Stored items:
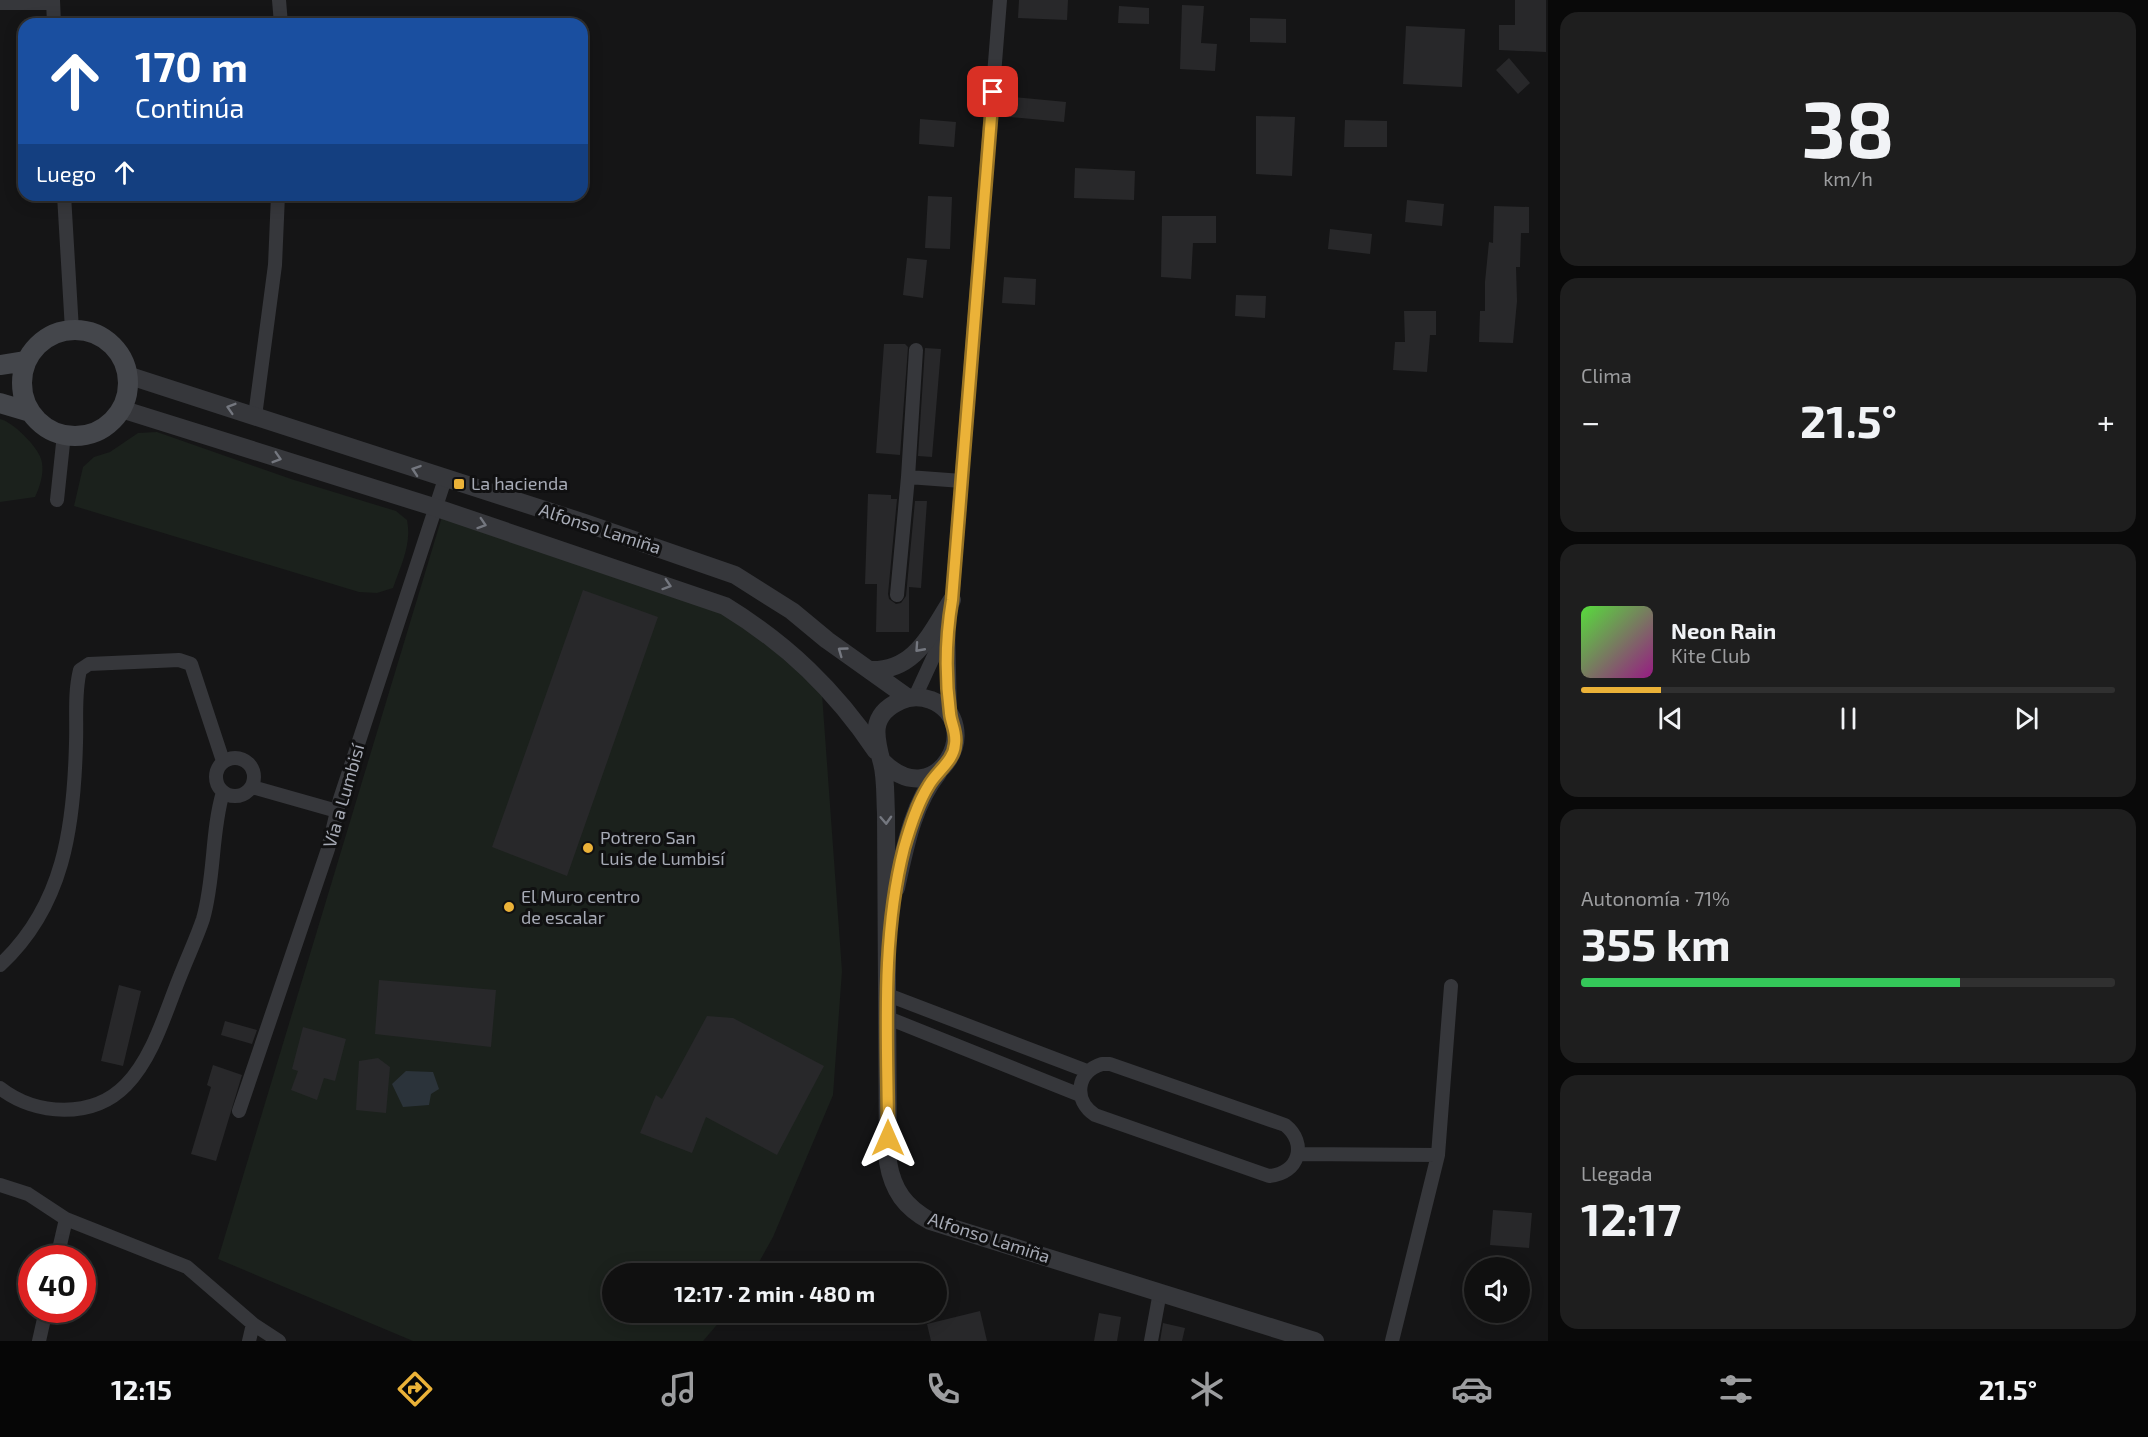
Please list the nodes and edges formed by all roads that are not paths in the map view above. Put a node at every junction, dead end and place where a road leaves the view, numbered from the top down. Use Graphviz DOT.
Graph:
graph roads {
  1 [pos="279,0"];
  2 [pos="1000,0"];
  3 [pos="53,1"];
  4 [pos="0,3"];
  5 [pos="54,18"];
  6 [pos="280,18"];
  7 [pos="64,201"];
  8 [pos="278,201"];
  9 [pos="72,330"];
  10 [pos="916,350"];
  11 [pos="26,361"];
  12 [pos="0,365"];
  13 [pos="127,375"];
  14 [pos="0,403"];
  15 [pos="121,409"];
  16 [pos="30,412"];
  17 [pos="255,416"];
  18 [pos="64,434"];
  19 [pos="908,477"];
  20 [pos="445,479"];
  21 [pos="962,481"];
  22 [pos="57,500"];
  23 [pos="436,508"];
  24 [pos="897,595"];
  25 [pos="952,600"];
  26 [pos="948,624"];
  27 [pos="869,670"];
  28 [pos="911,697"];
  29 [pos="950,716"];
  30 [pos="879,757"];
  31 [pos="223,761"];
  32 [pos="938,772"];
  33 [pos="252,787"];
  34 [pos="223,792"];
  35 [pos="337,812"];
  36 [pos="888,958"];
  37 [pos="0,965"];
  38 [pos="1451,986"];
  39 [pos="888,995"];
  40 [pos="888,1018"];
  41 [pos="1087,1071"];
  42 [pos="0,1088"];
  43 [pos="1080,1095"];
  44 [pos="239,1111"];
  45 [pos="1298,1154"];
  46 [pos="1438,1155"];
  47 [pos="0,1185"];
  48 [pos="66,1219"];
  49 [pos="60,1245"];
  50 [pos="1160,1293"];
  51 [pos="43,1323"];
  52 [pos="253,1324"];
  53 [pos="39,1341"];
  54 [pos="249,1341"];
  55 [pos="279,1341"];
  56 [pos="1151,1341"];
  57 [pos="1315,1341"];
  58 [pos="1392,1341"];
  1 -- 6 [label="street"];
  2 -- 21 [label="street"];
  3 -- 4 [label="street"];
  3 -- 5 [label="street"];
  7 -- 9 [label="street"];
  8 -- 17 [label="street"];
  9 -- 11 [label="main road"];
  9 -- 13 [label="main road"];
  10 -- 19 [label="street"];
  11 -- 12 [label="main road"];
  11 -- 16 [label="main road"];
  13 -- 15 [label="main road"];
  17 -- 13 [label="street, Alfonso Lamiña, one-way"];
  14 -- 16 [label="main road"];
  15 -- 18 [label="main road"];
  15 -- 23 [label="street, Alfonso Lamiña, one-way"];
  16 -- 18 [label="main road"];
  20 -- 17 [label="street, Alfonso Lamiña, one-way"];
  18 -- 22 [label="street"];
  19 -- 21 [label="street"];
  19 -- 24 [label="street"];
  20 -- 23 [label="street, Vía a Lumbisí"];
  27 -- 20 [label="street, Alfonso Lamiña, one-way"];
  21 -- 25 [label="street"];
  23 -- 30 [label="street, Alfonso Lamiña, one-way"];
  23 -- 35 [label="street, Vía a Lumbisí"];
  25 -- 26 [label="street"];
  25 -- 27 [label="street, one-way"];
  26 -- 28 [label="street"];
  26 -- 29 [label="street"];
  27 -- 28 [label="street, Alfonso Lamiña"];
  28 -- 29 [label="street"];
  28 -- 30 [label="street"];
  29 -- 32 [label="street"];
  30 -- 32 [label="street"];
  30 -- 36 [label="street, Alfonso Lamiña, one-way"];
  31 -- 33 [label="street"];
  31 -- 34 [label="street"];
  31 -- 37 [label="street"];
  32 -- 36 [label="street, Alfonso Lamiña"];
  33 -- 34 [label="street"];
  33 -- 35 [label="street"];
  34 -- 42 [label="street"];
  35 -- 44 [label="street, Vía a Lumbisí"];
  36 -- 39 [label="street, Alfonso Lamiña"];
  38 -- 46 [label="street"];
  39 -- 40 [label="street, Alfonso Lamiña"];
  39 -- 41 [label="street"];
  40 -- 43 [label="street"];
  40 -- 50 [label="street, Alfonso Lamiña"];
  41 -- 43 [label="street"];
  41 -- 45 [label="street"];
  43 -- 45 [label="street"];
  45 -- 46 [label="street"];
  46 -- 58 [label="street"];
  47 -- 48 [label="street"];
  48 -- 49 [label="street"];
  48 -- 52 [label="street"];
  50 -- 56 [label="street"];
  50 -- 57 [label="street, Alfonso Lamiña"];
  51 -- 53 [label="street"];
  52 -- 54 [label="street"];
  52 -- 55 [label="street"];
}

▶ _WHAT IS REQUIRED_:
The answer must be every line of the data that holds the word "roads".

▶ _ANSWER BOX_:
Please list the nodes and edges formed by all roads that are not paths in the map view above. Put a node at every junction, dead end and place where a road leaves the view, numbered from the top down. Use Graphviz DOT.
graph roads {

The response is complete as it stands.